Segundo o Sindicato dos Trabalhadores em Empresas Ferroviárias da Zona Sorocabana, o trem que colidiu contra o que se encontrava parado estava acima da velocidade permitida no trecho, que é de 25 km/h.

De acordo com a MRS Logística, responsável pelo trecho ferroviário, o tráfego de trens já foi liberado. Profissionais especializados em acidentes de várias partes do País trabalharam na área da colisão.

Em nota, a ALL, responsável pelos trens, informa que cinco vagões foram afetados e que está apoiando a MRS Logística para averiguar as causas da ocorrência e tomar as providências necessárias. A responsável pelo trecho esclarece que uma análise inicial dos registros de sinalização e de comunicação no trecho indicou que não houve qualquer anomalia no sistema de controle de tráfego ou na via férrea. A empresa seguirá investigando as causas do acidente.
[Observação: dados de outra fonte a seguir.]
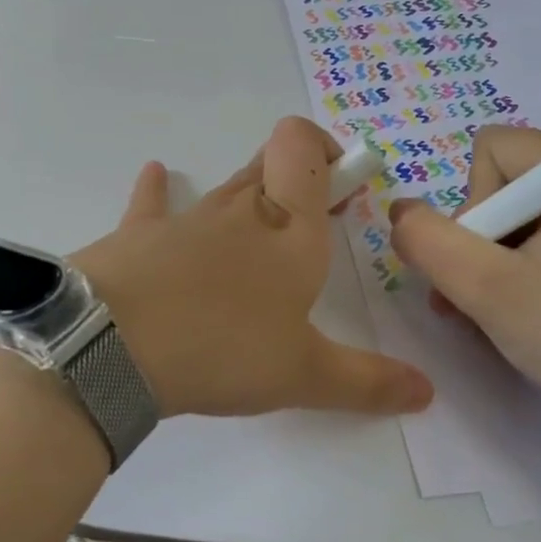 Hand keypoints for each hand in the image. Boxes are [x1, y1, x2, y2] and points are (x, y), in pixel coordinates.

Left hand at [71, 118, 433, 419]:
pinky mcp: (136, 236)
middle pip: (270, 165)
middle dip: (297, 178)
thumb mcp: (303, 376)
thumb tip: (427, 392)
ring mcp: (184, 219)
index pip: (303, 150)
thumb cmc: (223, 348)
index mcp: (288, 231)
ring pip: (223, 188)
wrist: (114, 344)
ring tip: (254, 225)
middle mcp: (239, 211)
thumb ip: (367, 383)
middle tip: (314, 215)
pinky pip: (151, 203)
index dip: (324, 150)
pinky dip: (156, 190)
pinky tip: (154, 175)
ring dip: (244, 195)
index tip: (343, 186)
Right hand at [387, 126, 540, 450]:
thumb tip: (401, 211)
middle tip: (479, 297)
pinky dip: (530, 270)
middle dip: (481, 238)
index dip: (471, 206)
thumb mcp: (485, 290)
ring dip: (499, 261)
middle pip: (510, 181)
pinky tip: (531, 313)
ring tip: (496, 314)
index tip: (486, 266)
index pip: (494, 150)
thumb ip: (427, 240)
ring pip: (529, 215) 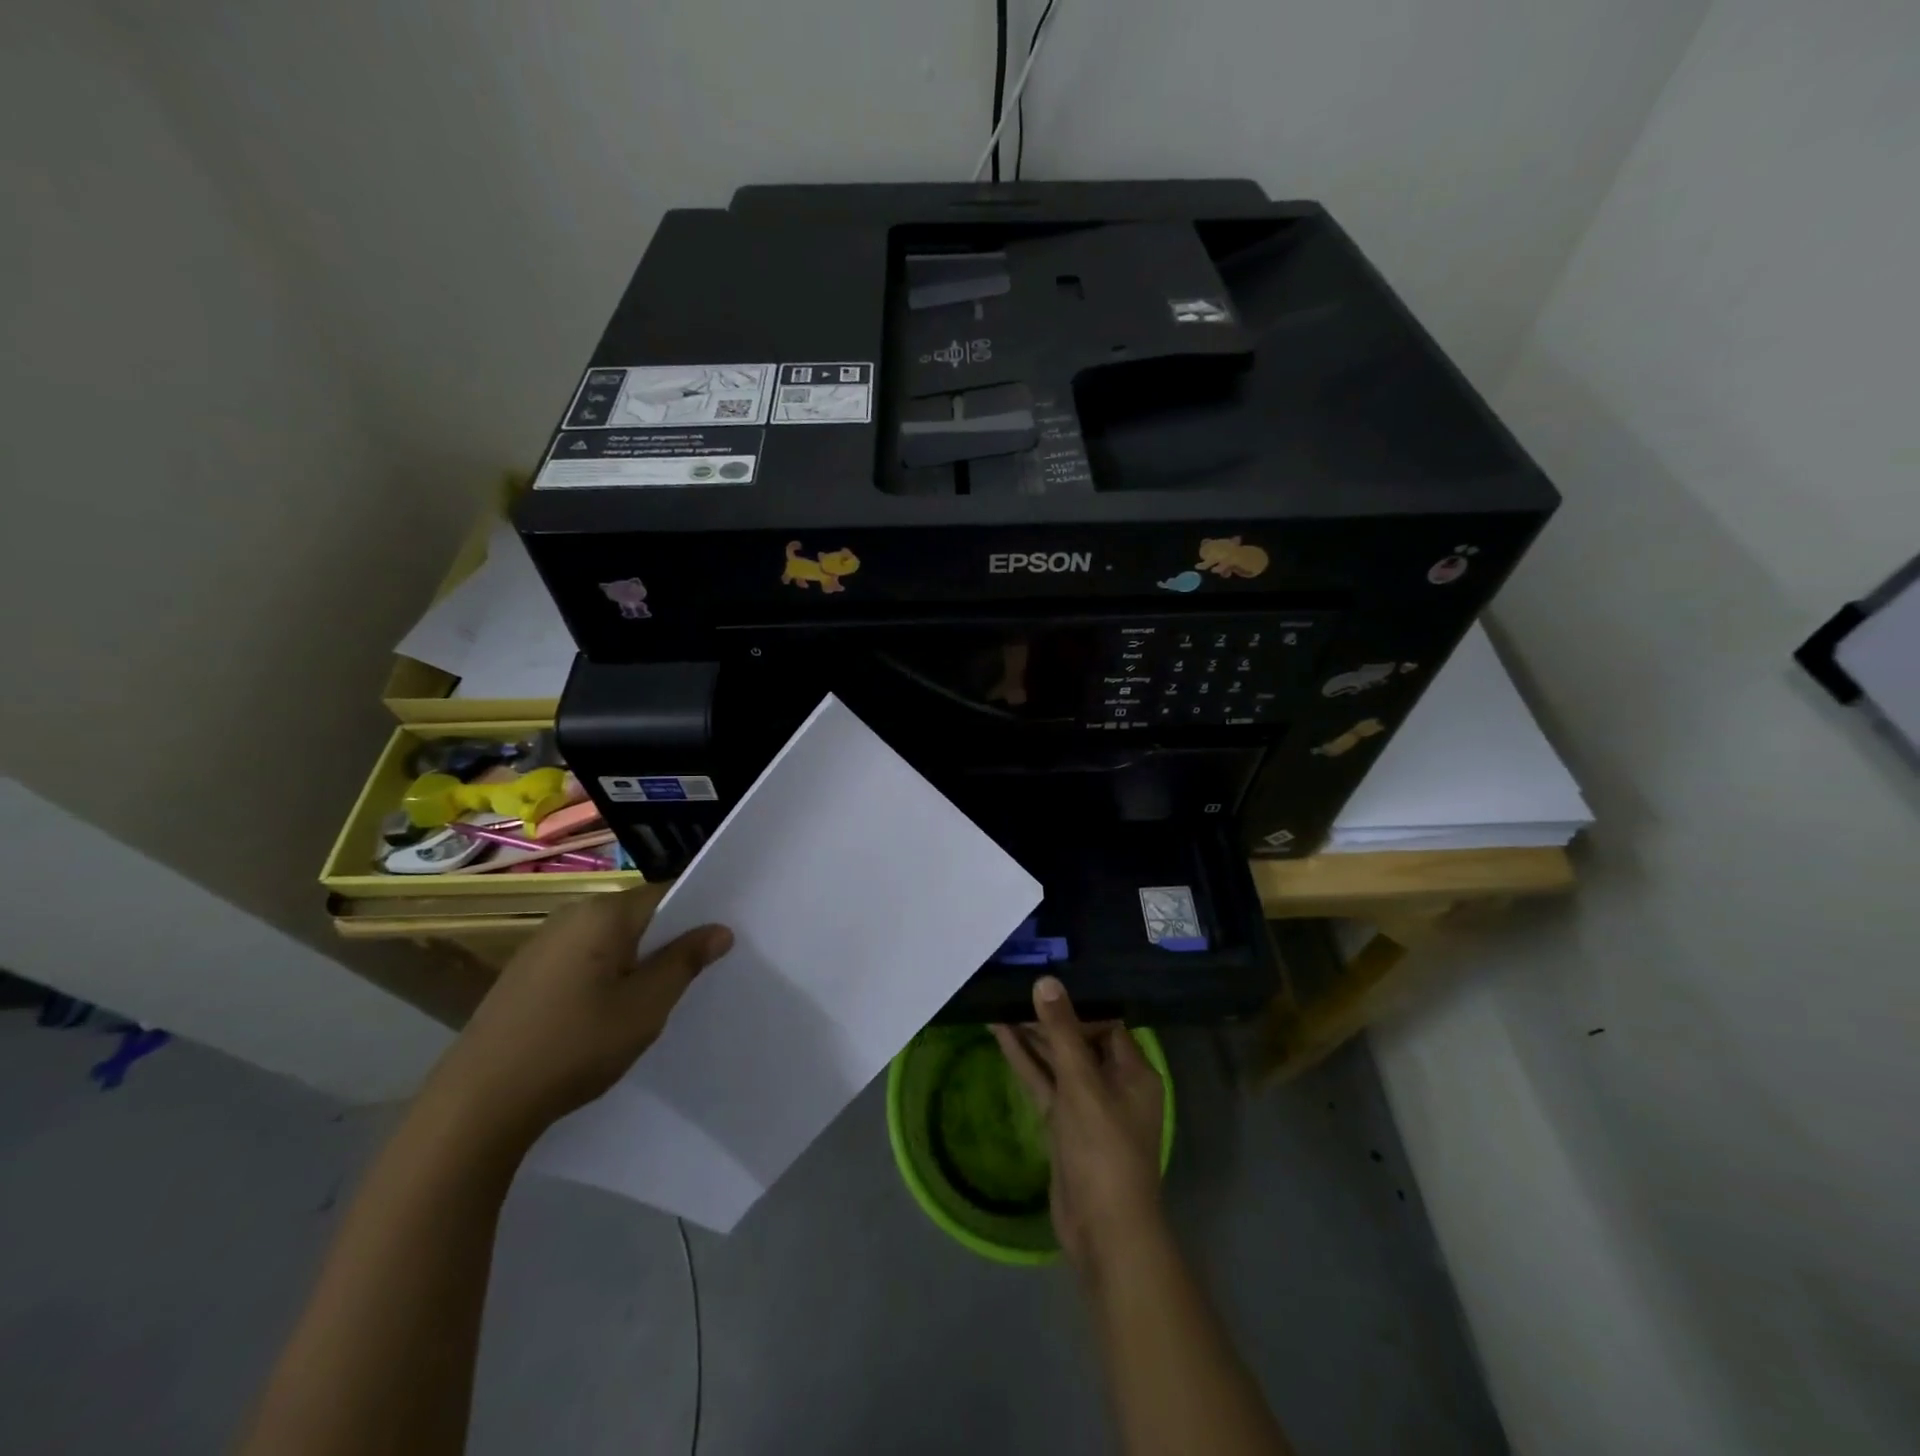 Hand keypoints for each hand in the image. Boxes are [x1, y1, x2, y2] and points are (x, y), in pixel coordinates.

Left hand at [425, 884, 731, 1143]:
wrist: (477, 1104)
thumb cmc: (575, 1045)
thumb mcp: (646, 1006)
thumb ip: (685, 962)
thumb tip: (719, 929)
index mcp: (603, 914)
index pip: (666, 894)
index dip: (697, 916)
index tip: (721, 943)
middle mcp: (571, 916)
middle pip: (637, 916)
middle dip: (668, 941)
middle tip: (695, 976)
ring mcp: (542, 945)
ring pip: (610, 941)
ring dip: (636, 962)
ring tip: (656, 999)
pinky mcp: (525, 974)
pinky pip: (583, 960)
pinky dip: (605, 976)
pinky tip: (608, 1014)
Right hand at [992, 976, 1164, 1270]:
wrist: (1103, 1230)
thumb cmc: (1103, 1150)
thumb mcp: (1081, 1085)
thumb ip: (1062, 1032)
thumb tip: (1046, 981)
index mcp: (1133, 1072)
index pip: (1105, 1023)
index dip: (1076, 1004)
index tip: (1044, 982)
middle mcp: (1113, 1083)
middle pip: (1078, 1039)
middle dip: (1047, 1017)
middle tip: (1013, 987)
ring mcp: (1086, 1106)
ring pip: (1057, 1061)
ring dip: (1031, 1036)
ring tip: (999, 1002)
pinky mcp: (1064, 1125)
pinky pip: (1044, 1084)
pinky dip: (1025, 1062)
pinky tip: (1000, 1036)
A ALL também afirma que cumpre rigorosamente a legislação trabalhista vigente, e que as jornadas de trabalho de ambos os maquinistas envolvidos na ocorrência estavam de acordo com as normas regulamentares. A empresa acrescenta, ainda, que realiza manutenções periódicas em suas locomotivas e vagões, garantindo condições adequadas de circulação dos ativos.

Acidente

A colisão entre dois trens aconteceu por volta das 7h45 do dia 31 de outubro e causou o derramamento de milho e açúcar na pista e na linha férrea, além de óleo diese. Uma das composições saiu do trilho e colidiu com uma outra que estava parada. Um maquinista foi encaminhado em estado de choque para o Pronto Socorro da cidade e não corre risco de morte.

Com o forte impacto da batida, um dos vagões acabou indo parar no meio da rua e atingiu um veículo de passeio que passava pelo local. Já outro carro foi acertado pelos fios da rede elétrica que caíram após a colisão.

Houve vazamento de cerca de 8 mil litros de óleo diesel, causado por um rompimento no tanque de combustível de uma das locomotivas. O óleo atingiu o sistema de drenagem de águas pluviais da Avenida Tancredo Neves, responsável por recolher a água da chuva e levá-la para uma galeria subterrânea. A ALL acionou caminhões para fazer a remoção desse óleo diesel, para evitar a contaminação outras partes das galerias e rios e também um incêndio ou explosão.

Os dois lados da avenida foram interditados após o acidente. Agentes da Companhia Paulista de Força e Luz (CPFL) confirmaram que pelo menos 2 mil usuários do bairro ficaram sem energia elétrica às 14h.